しかし私は羽生選手のように「とにかく右足が頑張ってくれた」と、部下を褒めるような視点では言えない。むしろ足底筋膜が「とにかく吉見が頑張ってくれた」と言ってくれる日を待っている。悟空のように自らの体を信頼しているわけではない。むしろ腸脛靭帯が「吉見もってくれよ! エキセントリック筋収縮だっ!」と叫ぶのを待っている。


このように常に腸脛靭帯や足底筋膜の顔色を窺い続けているため、ランニングフォームまでも自然にごまをする姿勢、すなわち頭が前に出た前傾姿勢となる。猫背で足が前に出づらく、膝も上がらないのでブレーキのかかる走りになり、結果として膝にすさまじい負担が掛かり腸脛靭帯さん激オコの事態を招くのである。


人生だってそう。
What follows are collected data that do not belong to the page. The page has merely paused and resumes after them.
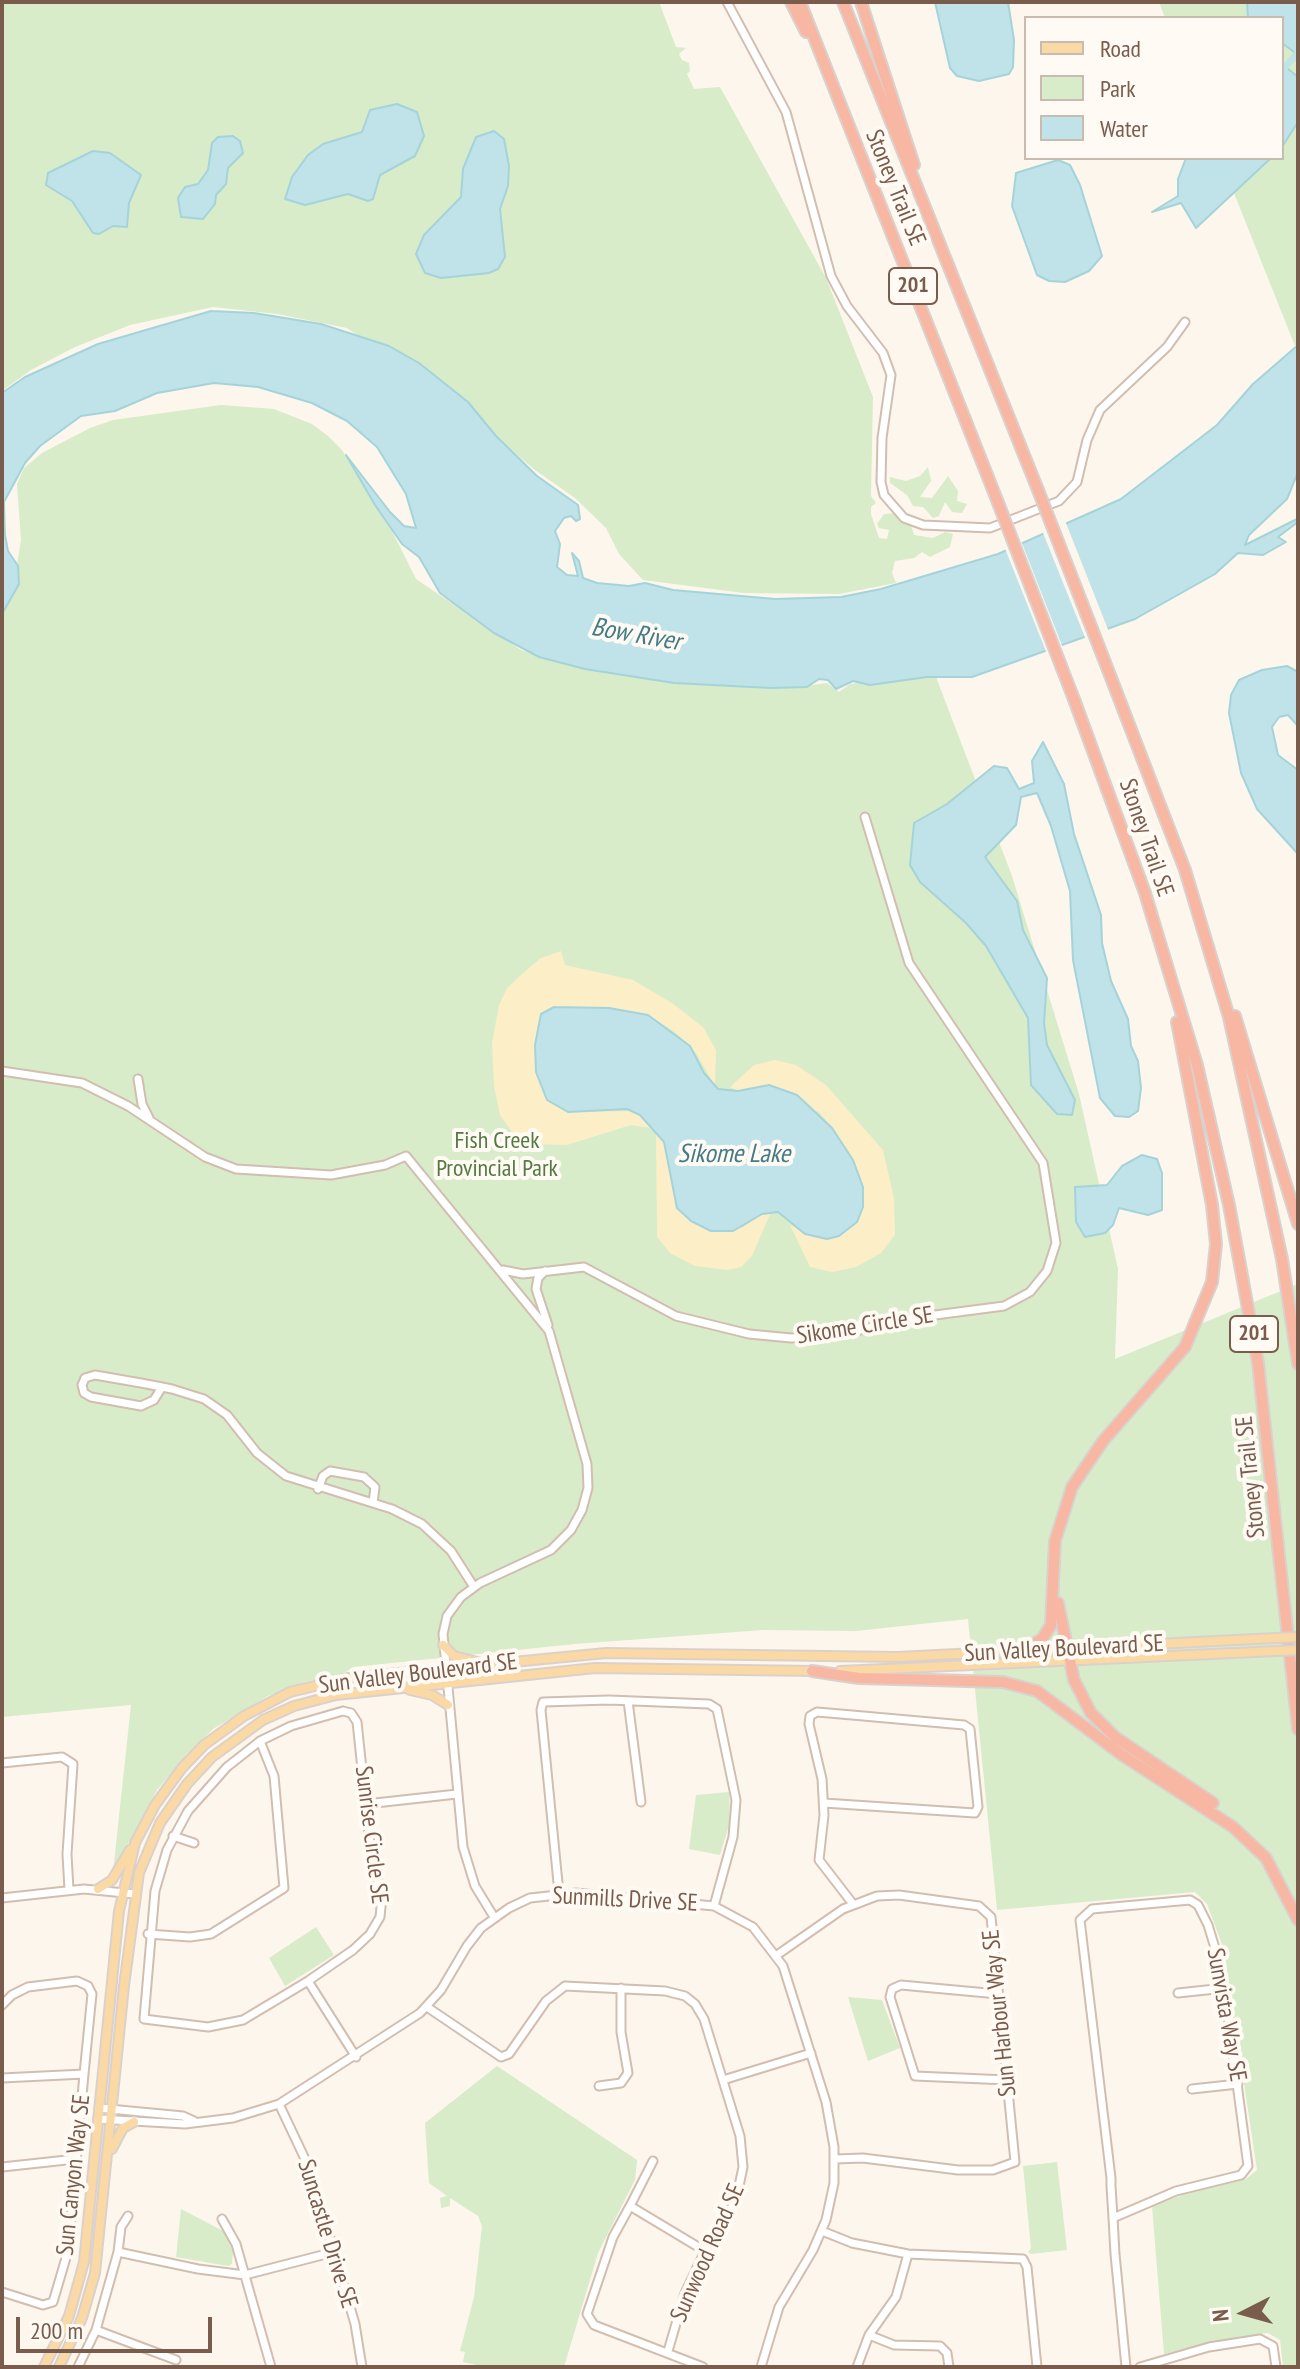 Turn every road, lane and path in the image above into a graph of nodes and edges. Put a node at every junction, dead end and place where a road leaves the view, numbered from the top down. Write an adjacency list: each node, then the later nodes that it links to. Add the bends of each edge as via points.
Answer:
1 (727, 2): 8 (street, via 786,112 831,276 883,353 891,375 882,455 884,495 904,518 974,530 1059,501 1077,482 1100,410 1167,347)
2 (791, 2): 6 (highway)
3 (800, 2): 6 (highway, Stoney Trail SE / 201)
4 (843, 2): 7 (highway, Stoney Trail SE / 201)
5 (861, 2): 7 (highway)
6 (828, 72): 11 (highway, Stoney Trail SE / 201, bridge, via 1075,702)
7 (931, 224): 10 (highway, Stoney Trail SE / 201, bridge)
8 (1185, 322)
9 (865, 817): 17 (street, Sikome Circle SE, via 909,963 1043,1163 1056,1243 1047,1271 1030,1292 1004,1306 832,1336 791,1338 676,1316 584,1267)
10 (1206, 932): 15 (highway); 19 (highway, Stoney Trail SE / 201, via 1256,1129)
11 (1161, 948): 23 (highway, via 1212,1205 1212,1282 1185,1347 1076,1479 1058,1525); 38 (highway, Stoney Trail SE / 201, via 1208,1110 1246,1288)
12 (2, 1071): 14 (street, via 82,1083)
13 (138, 1079): 14 (street, via 142,1104)
14 (153, 1123): 16 (street, via 216,1163 252,1172 331,1175 406,1156)
15 (1298, 1224)
16 (501, 1269): 17 (street, Sikome Circle SE, via 522,1274); 18 (street)
17 (548, 1269): 18 (street, via 536,1289)
18 (549, 1331): 24 (street, via 587,1460 584,1504 571,1530 551,1550)
19 (1298, 1364)
20 (162, 1387): 20 (street, via 93,1375 82,1385 91,1397 138,1406 153,1402); 21 (street, via 212,1404 267,1463)
21 (318, 1489): 22 (street); 22 (street, via 330,1471 364,1477 375,1487)
22 (373, 1503): 24 (street, via 413,1518 434,1533)
23 (1053, 1577): 27 (highway); 29 (highway, via 1050,1627)
24 (474, 1587): 26 (street, via 451,1610)
25 (1298, 1637): 27 (main road, Sun Valley Boulevard SE, bridge)
26 (443, 1645): 31 (main road, via 456,1657); 32 (street)
27 (1067, 1649): 29 (main road, Sun Valley Boulevard SE); 30 (highway)
28 (1298, 1650): 30 (main road, Sun Valley Boulevard SE, bridge)
29 (1021, 1652): 31 (main road, Sun Valley Boulevard SE, via 838,1658 606,1653)
30 (1070, 1662): 33 (main road, Sun Valley Boulevard SE); 48 (highway, via 1079,1695 1104,1727 1218,1807)
31 (494, 1665): 32 (main road, Sun Valley Boulevard SE)
32 (444, 1670): 34 (street); 46 (main road, Sun Valley Boulevard SE, via 322,1684 290,1692 252,1711 217,1734 182,1768)
33 (812, 1671): 34 (main road, Sun Valley Boulevard SE, via 615,1667); 48 (highway, via 859,1678 997,1681 1032,1689 1122,1755 1217,1814)
34 (446, 1683): 35 (main road, Sun Valley Boulevard SE); 37 (street)
35 (397, 1688): 37 (main road, via 432,1695); 53 (main road, Sun Valley Boulevard SE, via 294,1706 222,1747 160,1823)
36 (628, 1701): 42 (street); 52 (street, via 552,1700 541,1706); 56 (street, via 712,1704 717,1709 736,1809)
37 (448, 1705): 41 (street)
38 (1298, 1729)
39 (260, 1741): 44 (street, Sunrise Circle SE, via 302,1722 351,1713 357,1722); 45 (street, Sunrise Circle SE, via 207,1787); 59 (street, via 274,1776 284,1888 211,1934)
40 (2, 1763): 50 (street, via 62,1757 73,1764)
41 (457, 1794): 44 (street); 57 (street, via 470,1873)
42 (641, 1802)
43 (824, 1803): 43 (street, via 808,1722 812,1714 970,1729 975,1813); 55 (street, via 819,1860)
44 (366, 1804): 61 (street, Sunrise Circle SE, via 382,1897 380,1917 353,1950)
45 (173, 1836): 47 (street); 59 (street, Sunrise Circle SE, via 158,1877)
46 (135, 1843): 49 (main road, via 115,1875); 51 (main road, Sun Valley Boulevard SE)
47 (194, 1843)
48 (1266, 1858): 58 (highway)
49 (98, 1889): 50 (street); 51 (street)
50 (69, 1890): 54 (street)
51 (121, 1892): 53 (street); 78 (main road, Sun Valley Boulevard SE)
52 (559, 1893): 56 (street, Sunmills Drive SE); 57 (street, Sunmills Drive SE, via 530,1898)
53 (135, 1894): 79 (main road, Sun Valley Boulevard SE)
54 (2, 1898)
55 (853, 1904): 60 (street, Sun Harbour Way SE); 65 (street, Sun Harbour Way SE, via 899,1895 986,1909)
56 (714, 1906): 60 (street, Sunmills Drive SE, via 753,1927)
57 (494, 1917): 67 (street, Sunmills Drive SE, via 471,1939)
58 (1298, 1920)
59 (148, 1934): 61 (street, Sunrise Circle SE, via 142,2012 150,2023 225,2025)
60 (777, 1955): 68 (street, Sunmills Drive SE)
61 (308, 1981): 69 (street)
62 (621, 1988): 67 (street, Sunwood Road SE, via 561,1988 538,2010 509,2054 501,2057); 72 (street, Sunwood Road SE, via 691,1999 704,2019); 75 (street, via 628,2073 621,2083)
63 (1225, 1988): 64 (street); 74 (street, Sunvista Way SE); 91 (street, Sunvista Way SE, via 1211,1933 1193,1901 1092,1909 1081,1917)
64 (1178, 1993)
65 (998, 1994): 73 (street, Sun Harbour Way SE); 73 (street, via 901,1985 890,1997 915,2076)
66 (2, 2005): 70 (street, via 28,1987 77,1981 88,1986 92,1994)
67 (427, 2007): 69 (street, Sunmills Drive SE)
68 (811, 2053): 72 (street); 86 (street, Sunmills Drive SE, via 830,2118)
69 (356, 2057): 77 (street, Sunmills Drive SE)
70 (84, 2074): 71 (street, Sun Canyon Way SE); 85 (street, Sun Canyon Way SE)
71 (2, 2078)
72 (723, 2080): 94 (street, Sunwood Road SE, via 740,2136 743,2167 736,2200)
73 (1007, 2080): 86 (street, Sun Harbour Way SE, via 1016,2157 1011,2167 958,2170)
74 (1238, 2084): 76 (street); 91 (street, Sunvista Way SE, via 1248,2163 1244,2172 1176,2191)
75 (599, 2086)
76 (1192, 2089)
77 (279, 2104): 83 (street, Sunmills Drive SE); 96 (street, Suncastle Drive SE, via 305,2159)
78 (99, 2108): 79 (street, Sunmills Drive SE); 80 (main road, Sun Valley Boulevard SE)
79 (113, 2110): 81 (main road, Sun Valley Boulevard SE); 83 (street, Sunmills Drive SE, via 183,2116)
80 (98, 2119): 81 (street, Sunmills Drive SE); 104 (main road, Sun Valley Boulevard SE, via 84,2262 69,2316)
81 (112, 2120): 82 (street, Sunmills Drive SE); 84 (main road, Sun Valley Boulevard SE)
82 (134, 2122): 83 (street, Sunmills Drive SE); 84 (main road, via 123,2128)
83 (196, 2122)
84 (108, 2157): 105 (main road, Sun Valley Boulevard SE, via 92,2287)
85 (76, 2159): 88 (street); 99 (street, Sun Canyon Way SE, via 68,2251 53,2302 43,2305)
86 (835, 2159): 93 (street, Sunmills Drive SE)
87 (653, 2161): 89 (street)
88 (2, 2167)
89 (630, 2206): 94 (street); 102 (street, via 613,2237 587,2317 594,2325)
90 (128, 2216): 95 (street)
91 (1113, 2218): 114 (street, Sunvista Way SE)
92 (222, 2219): 98 (street)
93 (822, 2231): 97 (street); 110 (street, Sunmills Drive SE, via 779,2307)
94 (705, 2251): 102 (street, Sunwood Road SE, via 685,2293)
95 (118, 2252): 98 (street); 100 (street)
96 (334, 2252): 98 (street); 108 (street, Suncastle Drive SE)
97 (908, 2254): 101 (street, via 896,2297); 113 (street, via 1023,2259)
98 (245, 2275): 107 (street)
99 (2, 2292)
100 (96, 2330): 103 (street); 106 (street)
101 (869, 2335): 111 (street); 112 (street, via 894,2345 940,2346)
102 (668, 2351): 109 (street)
103 (176, 2360)
104 (44, 2367)
105 (59, 2367)
106 (78, 2367)
107 (271, 2367)
108 (362, 2367)
109 (703, 2367)
110 (761, 2367)
111 (857, 2367)
112 (949, 2367)
113 (1037, 2367)
114 (1126, 2367)
115 (1140, 2367): 116 (street, via 1260,2339 1273,2346)
116 (1276, 2367)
人の顔色ばかり窺い、世の中に対する姿勢が猫背で前傾姿勢だと、精神に負担が掛かって人生の長距離レースを完走できないのだ。卑屈な精神は卑屈な身体を生むのである。


しかし、人の顔色ばかり窺っている者に限って「自己を常に客観視できている」とえらく達観した考えを持っている。自分の考え(主観)優先ではなく、他者の考えを優先しているから客観視できているという理屈である。しかしそれは人の顔色を窺い、人の顔色を通して自分の状況を確認しているだけでって、常に他人の目を通して自分を見ているという「偽客観視」なのである。


精神的に不健康な人は自己を客観視できない。自己を客観視しているはずなのに精神が不健康な人は「偽客観視」をしている可能性がある。健全な客観視は自己肯定感が高くなるが、偽客観視は自意識ばかりが高くなるので自分をよく見せよう、いい人に思われようと、お世辞を言う、謙遜する、お洒落をするなどの行動に徹してしまう。
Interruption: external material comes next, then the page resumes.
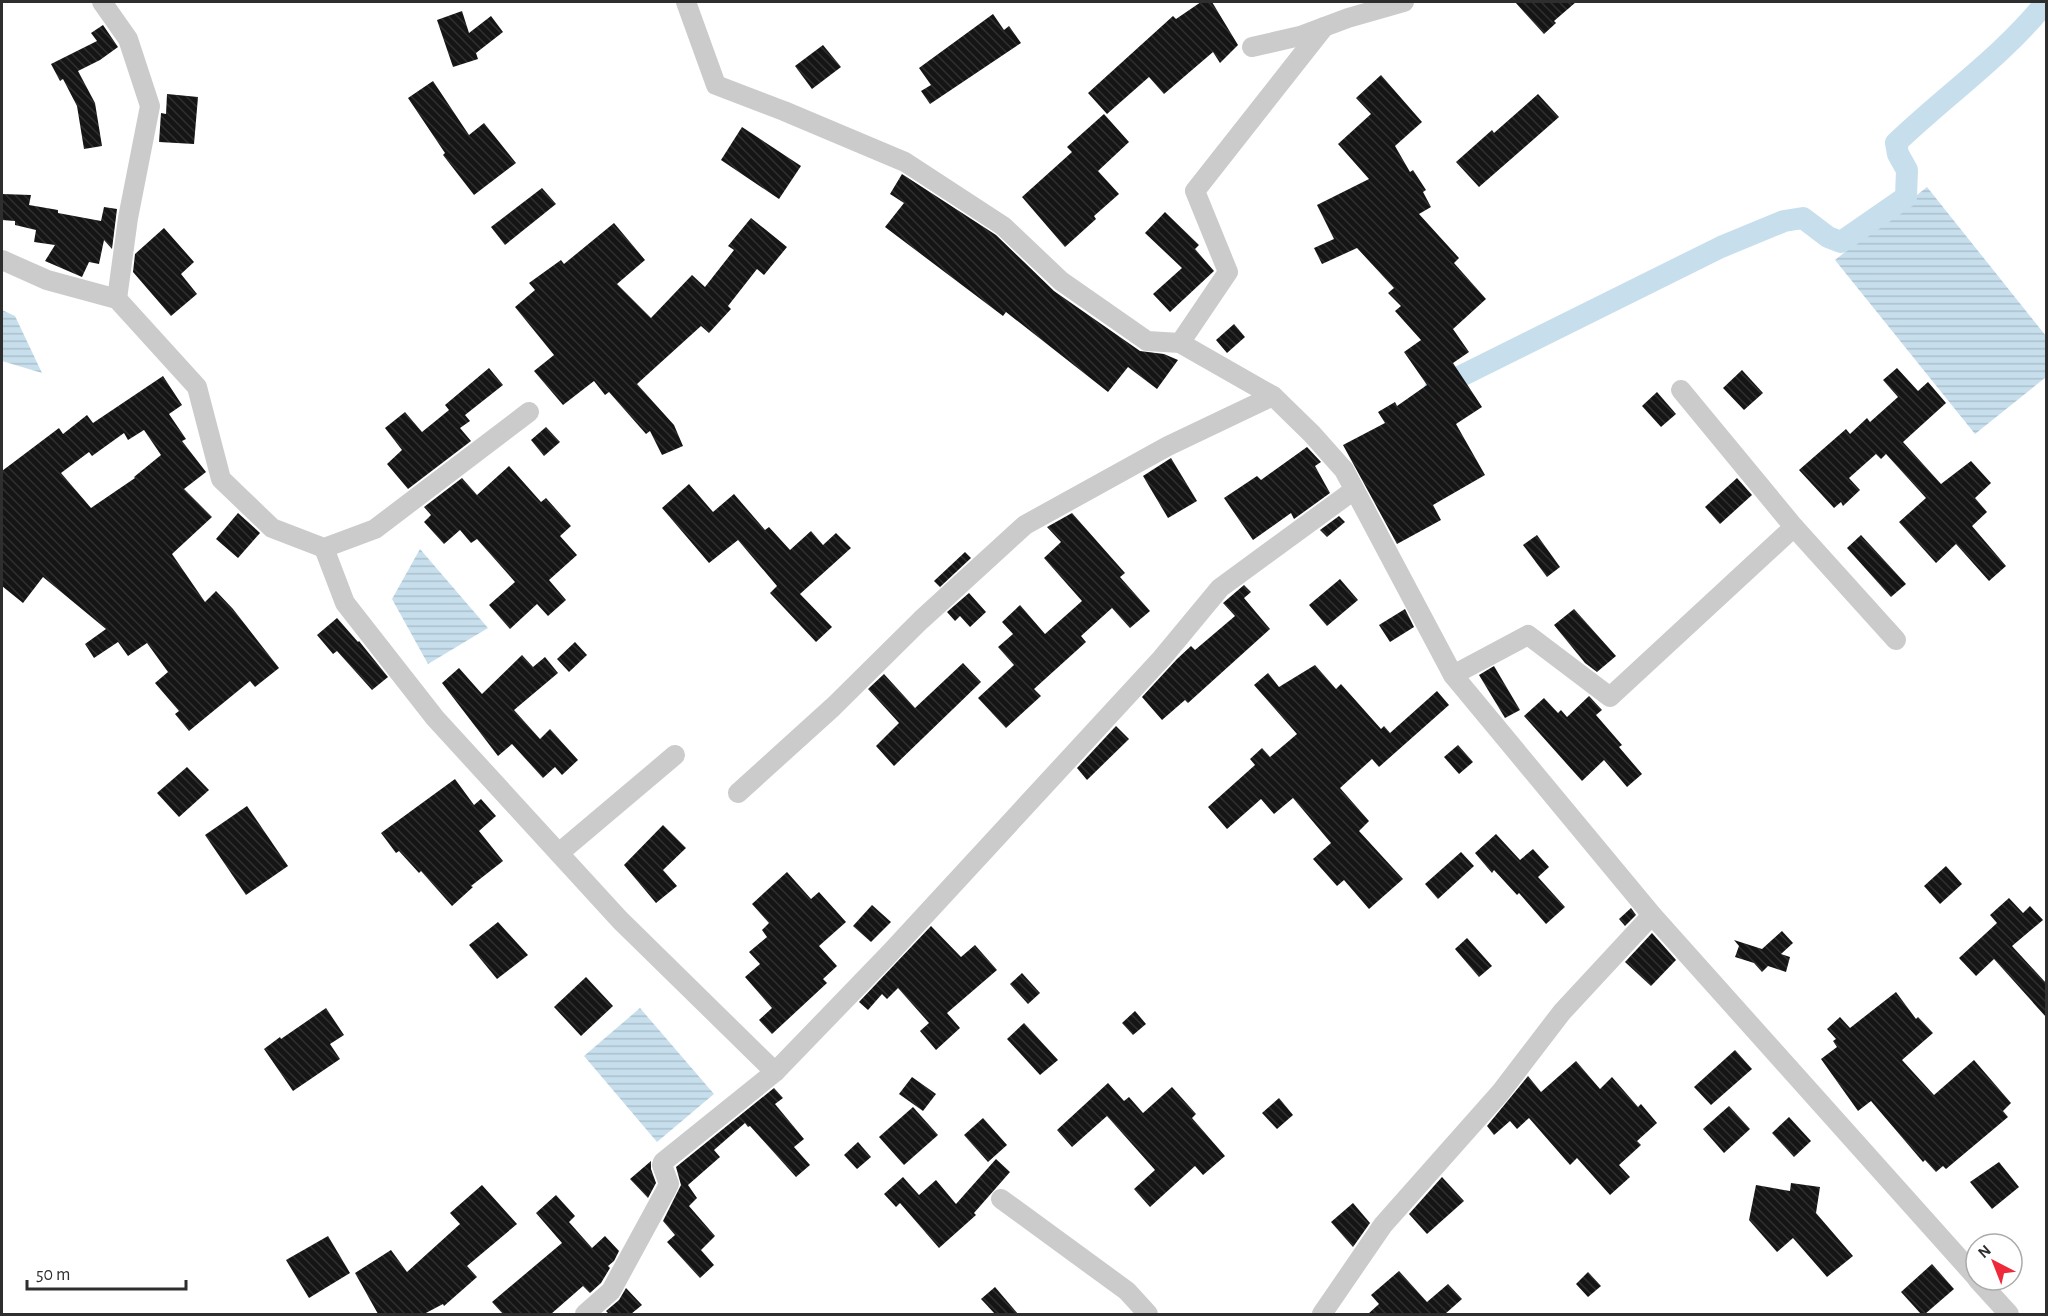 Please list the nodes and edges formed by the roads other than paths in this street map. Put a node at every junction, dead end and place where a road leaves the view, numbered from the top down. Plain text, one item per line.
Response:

なぜならば健全な客観視は「自己評価が自己評価」なのだが、偽客観視は「他者評価が自己評価」になるので、いくら相手から望ましい反応が得られて自己肯定感が上がったように思えても、夜にふと空虚感、虚無感に襲われるようになるのである。


名実ともに偽客観視スキルを所持している私は、今夜も自己肯定と自己卑下を同時に抱くアンビバレンスな状況による空虚感と虚無感から逃げ出すために夜の街を走り出す。俺は俺だ。この夜に、この道に、他人の目を通した俺はいない。ただ俺自身を見つめて、自分を信じて一歩一歩足を前に出し続けるのだ。そうですよね。そういうことなんですよね。腸脛靭帯さん、足底筋膜さん。


猫背で、泣き顔で、膝に負担を掛けながら、自分自身に問い続ける。自分自身の膝と足の裏に語り続ける。


そう、私はランニングを通して、他人の顔色ではなく自分の顔色までも窺い続ける「偽主観性」という新たなスキルを手に入れたのだ。ああ人格が、思考が、ランニングフォームが分裂する。